Session Max Senges: Internet & Gesellschaft. Collaboratory Discussion & Interpretation

Ausgehend von der Transformation von Kommunikations- und Dialogprozessen durch das Internet wurde das I&S Collaboratory gegründet. Das Collaboratory ist ein Expertenkreis, in dem Akteure aus Wissenschaft, Verbänden, Daten- und Verbraucherschutz sowie aus Internetunternehmen zusammenkommen und als offene Diskussionplattform aufgesetzt. Es wurde von Google Deutschland initiiert, um gemeinsam an Lösungsansätzen zu gesellschaftlichen Fragen rund um das Internet zu arbeiten. Neben Online-Kollaboration werden meist zwei physische Workshops in Berlin abgehalten.

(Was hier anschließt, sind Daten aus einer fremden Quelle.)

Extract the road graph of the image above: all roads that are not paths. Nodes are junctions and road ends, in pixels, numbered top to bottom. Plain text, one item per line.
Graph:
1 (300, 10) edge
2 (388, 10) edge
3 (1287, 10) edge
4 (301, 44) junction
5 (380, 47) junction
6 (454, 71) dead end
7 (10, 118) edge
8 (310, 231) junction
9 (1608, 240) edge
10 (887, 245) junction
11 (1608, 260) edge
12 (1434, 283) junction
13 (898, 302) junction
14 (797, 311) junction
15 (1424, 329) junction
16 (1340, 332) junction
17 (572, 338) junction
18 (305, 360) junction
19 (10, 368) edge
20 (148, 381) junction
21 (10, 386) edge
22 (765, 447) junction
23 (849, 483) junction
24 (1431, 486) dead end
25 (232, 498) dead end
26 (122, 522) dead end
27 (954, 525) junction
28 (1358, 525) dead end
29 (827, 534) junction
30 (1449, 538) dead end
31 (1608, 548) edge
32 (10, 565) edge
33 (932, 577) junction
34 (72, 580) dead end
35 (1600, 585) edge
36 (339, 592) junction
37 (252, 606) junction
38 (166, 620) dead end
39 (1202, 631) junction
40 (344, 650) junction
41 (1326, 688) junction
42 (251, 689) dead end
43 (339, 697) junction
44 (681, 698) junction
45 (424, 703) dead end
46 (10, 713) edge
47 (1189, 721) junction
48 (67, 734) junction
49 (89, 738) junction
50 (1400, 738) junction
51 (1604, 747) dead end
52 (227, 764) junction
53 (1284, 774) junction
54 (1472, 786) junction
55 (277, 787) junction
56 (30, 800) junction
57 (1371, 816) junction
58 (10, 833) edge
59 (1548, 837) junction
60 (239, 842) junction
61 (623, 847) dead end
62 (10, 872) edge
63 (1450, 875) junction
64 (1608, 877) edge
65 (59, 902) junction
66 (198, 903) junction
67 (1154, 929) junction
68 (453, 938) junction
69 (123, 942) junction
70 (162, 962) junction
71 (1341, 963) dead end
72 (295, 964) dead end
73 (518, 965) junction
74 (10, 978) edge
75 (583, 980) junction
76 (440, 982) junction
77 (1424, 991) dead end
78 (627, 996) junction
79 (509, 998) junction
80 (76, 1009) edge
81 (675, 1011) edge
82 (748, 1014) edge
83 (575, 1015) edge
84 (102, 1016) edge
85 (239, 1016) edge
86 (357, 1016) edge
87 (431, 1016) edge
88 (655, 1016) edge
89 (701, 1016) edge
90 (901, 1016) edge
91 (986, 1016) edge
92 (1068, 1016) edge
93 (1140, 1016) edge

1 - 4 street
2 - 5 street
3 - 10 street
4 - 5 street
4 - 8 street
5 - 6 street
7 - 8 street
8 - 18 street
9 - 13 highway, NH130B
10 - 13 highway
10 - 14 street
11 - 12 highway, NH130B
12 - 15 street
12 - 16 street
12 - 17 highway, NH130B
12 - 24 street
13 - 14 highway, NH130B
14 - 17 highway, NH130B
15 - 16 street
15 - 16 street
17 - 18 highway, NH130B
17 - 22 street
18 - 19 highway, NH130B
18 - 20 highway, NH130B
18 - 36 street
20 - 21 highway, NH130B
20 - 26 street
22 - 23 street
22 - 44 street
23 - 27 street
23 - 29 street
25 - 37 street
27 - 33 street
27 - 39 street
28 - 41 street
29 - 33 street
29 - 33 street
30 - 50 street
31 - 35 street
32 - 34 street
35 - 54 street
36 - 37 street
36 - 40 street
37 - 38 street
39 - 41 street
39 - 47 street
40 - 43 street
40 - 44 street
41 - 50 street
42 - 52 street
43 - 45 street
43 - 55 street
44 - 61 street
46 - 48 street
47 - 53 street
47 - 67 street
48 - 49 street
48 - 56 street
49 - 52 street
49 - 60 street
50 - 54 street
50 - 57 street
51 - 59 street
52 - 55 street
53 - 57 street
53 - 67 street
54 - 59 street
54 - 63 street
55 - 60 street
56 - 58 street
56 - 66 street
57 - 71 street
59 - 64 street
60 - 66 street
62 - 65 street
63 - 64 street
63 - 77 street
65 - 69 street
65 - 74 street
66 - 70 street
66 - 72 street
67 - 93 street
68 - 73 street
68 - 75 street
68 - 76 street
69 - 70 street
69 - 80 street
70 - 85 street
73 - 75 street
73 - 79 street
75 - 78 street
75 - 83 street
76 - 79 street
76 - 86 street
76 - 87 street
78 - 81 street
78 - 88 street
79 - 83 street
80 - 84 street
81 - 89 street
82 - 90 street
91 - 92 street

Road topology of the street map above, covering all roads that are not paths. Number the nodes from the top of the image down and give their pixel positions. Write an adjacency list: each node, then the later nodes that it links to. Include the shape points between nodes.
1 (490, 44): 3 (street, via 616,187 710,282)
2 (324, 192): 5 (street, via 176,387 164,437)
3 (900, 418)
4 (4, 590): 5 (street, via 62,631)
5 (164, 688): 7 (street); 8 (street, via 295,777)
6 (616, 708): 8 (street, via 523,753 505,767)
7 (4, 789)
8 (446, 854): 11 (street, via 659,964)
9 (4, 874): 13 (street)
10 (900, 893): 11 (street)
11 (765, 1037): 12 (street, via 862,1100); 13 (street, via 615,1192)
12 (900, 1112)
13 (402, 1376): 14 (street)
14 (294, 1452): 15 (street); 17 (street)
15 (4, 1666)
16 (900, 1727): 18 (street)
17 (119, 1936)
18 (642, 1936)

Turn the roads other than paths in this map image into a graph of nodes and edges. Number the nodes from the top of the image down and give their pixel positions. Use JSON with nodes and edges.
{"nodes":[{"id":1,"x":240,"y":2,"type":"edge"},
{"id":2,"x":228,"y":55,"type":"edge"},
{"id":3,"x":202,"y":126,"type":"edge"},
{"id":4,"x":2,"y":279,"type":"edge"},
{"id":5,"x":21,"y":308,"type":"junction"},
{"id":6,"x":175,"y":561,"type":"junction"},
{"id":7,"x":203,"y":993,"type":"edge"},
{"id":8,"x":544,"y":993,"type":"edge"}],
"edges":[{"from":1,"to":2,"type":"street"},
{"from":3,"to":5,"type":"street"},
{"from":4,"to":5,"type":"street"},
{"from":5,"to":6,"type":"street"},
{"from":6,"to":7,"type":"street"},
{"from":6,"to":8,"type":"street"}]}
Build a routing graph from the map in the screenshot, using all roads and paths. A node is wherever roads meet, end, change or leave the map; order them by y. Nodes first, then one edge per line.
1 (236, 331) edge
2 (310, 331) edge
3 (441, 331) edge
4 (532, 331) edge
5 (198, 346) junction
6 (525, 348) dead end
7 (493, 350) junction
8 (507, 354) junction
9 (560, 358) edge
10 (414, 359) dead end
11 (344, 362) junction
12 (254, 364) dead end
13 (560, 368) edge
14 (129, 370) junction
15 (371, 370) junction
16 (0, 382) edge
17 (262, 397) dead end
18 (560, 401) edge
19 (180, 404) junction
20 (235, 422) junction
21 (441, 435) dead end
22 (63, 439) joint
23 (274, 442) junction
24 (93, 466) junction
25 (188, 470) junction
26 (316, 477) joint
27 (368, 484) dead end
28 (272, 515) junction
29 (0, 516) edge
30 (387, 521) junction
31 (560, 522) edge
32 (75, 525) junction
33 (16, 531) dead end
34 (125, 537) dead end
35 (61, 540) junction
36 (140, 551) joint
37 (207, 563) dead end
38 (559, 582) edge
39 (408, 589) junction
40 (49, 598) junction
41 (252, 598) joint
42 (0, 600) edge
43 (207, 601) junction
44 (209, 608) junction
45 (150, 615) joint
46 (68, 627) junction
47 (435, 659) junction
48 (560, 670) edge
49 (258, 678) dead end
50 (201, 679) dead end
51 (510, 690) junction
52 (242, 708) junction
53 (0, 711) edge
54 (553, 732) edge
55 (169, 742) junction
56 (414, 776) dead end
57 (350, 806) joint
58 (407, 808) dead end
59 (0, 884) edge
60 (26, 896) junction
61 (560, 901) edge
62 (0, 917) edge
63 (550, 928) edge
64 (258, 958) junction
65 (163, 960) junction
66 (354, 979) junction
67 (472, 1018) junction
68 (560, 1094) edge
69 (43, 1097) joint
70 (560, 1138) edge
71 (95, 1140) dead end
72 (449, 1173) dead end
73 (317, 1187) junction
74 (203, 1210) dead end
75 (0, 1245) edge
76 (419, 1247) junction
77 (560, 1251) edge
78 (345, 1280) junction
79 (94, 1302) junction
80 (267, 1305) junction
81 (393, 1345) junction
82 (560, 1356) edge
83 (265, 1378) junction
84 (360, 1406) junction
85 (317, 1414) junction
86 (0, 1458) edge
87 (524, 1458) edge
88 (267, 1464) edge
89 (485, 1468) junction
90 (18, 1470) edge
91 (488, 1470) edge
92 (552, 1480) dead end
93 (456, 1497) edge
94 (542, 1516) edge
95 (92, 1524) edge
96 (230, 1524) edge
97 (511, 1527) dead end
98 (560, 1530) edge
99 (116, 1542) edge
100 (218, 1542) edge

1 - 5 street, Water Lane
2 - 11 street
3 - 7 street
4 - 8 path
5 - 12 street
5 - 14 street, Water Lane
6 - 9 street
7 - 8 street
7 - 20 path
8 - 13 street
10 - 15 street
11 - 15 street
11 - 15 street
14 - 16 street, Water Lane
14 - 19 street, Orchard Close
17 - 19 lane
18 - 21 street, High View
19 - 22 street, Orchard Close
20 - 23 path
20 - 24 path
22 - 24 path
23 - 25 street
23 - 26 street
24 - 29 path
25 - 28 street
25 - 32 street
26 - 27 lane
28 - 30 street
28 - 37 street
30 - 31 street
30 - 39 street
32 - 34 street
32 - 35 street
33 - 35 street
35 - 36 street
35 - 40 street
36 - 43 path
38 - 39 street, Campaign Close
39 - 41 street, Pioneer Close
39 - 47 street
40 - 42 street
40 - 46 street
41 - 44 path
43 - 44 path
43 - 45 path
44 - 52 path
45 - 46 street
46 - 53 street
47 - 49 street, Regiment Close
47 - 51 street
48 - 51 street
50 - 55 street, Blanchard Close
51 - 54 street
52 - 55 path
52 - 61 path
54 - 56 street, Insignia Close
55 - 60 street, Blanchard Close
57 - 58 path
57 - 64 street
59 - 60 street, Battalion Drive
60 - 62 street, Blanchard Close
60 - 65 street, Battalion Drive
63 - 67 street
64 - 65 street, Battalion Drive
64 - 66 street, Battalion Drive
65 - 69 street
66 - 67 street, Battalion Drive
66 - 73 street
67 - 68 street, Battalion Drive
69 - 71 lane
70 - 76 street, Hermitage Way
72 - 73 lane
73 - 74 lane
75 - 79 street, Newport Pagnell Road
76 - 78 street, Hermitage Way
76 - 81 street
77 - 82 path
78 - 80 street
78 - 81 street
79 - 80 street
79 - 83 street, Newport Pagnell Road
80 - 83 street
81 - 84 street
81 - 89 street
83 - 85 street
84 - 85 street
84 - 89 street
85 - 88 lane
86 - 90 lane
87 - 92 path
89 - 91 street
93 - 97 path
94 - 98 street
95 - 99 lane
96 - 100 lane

Diskutiert wurde die Frage wie man die richtigen Leute für die Materie begeistert, beispielsweise über good practise-Projekte. Ein Beispiel gegen Ressourcenknappheit ist die barrierefrei Karte Wheelmap; die Entwicklungskosten inklusive apps waren hier gering (5.000 Euro). Die „normale Verwaltungswelt“ tickt noch so, dass Verhaltenskodexe eingehalten werden müssen, z.B. muss alles, was an die Presse geht, im Haus abgestimmt. Das führt laut Ute Dauke zu Unsicherheit von MitarbeiterInnen bei progressiveren Veranstaltungen, man verlangt von MitarbeiterInnen einen Kulturwandel und ein neues Rollenbild. Braucht man einen Verhaltenskodex zum Umgang mit E-Mails oder Blogs? Im Collaboratory gibt es hier die „Chat and House“-Rule: Alles kann zitiert werden, es wird nur nicht gesagt, wer.🙂

Und: „Open Government ist nicht nur für gute Menschen.“🙂 Offenheit ist vielmehr eine Strategie und Transparenz nicht ausschließlich ein Gegenpol zu „Geheimdiplomatie“. Für Ideen und Visionen ist aber ein entsprechender Rückhalt nötig. eParticipation benötigt, um keine Instrumentalisierung zu sein, Feedback zurückspielen und Prozesse transparent machen. Der Abschlussbericht „Innovationskultur in der digitalen Gesellschaft“ beinhaltet Umfragen und Empfehlungen zu Privatsphäre oder der Einschätzung demokratischer Veränderungen durch das Internet. Auf der Website collaboratory.de gibt es ab 13.10. auch aktuelle Daten zu #opendata und der Bereitschaft zur Umsetzung und Beteiligung.